In the traditional approach to synthesis, the system has to satisfy its specification in all environments. Thus, the components that compose the environment can be seen as if their only objective is to conspire to fail the system. In real life, the components that compose the environment are often entities that have objectives of their own. The approach taken in the field of game theory is to assume that interacting agents are rational, and thus act to achieve their own objectives. Adding rationality to the synthesis setting softens the universal quantification on the environments, and motivates the study of rational synthesis. There, we seek a system that satisfies its specification in all rational environments. The above can be formalized in two different ways.

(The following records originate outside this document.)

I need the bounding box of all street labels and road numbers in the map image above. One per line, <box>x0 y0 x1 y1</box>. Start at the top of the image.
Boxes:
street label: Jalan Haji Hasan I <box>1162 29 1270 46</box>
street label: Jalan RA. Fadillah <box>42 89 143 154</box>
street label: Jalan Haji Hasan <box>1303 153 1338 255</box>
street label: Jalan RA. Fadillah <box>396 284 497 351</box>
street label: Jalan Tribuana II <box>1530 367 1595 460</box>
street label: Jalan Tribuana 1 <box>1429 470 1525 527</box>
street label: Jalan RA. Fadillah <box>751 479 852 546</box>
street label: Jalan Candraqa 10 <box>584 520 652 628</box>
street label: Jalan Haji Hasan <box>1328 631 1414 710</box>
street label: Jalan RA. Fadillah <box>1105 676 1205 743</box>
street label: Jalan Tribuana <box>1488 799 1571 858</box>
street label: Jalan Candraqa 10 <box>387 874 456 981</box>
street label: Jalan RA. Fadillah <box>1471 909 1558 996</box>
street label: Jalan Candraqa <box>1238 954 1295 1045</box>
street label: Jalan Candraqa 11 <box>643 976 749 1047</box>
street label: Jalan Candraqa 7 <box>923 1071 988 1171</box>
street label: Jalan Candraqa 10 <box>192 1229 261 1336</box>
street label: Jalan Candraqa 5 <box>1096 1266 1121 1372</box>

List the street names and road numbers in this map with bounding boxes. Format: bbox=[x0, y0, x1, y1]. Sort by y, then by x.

The first is cooperative rational synthesis, where the desired output is a stable profile of strategies to all components in which the objective of the system is satisfied. The second is non-cooperative rational synthesis, where the desired output is a strategy for the system such that its objective is satisfied in every stable profile where she follows this strategy.
The talk introduces the two types of rational synthesis and surveys their game-theoretical aspects. In particular, we discuss quantitative rational synthesis and relate cooperative and non-cooperative rational synthesis with the two notions of equilibrium inefficiency in game theory, namely price of stability and price of anarchy.
The talk is based on joint work with Shaull Almagor, Dana Fisman, Yoad Lustig, Giuseppe Perelli, and Moshe Y. Vardi.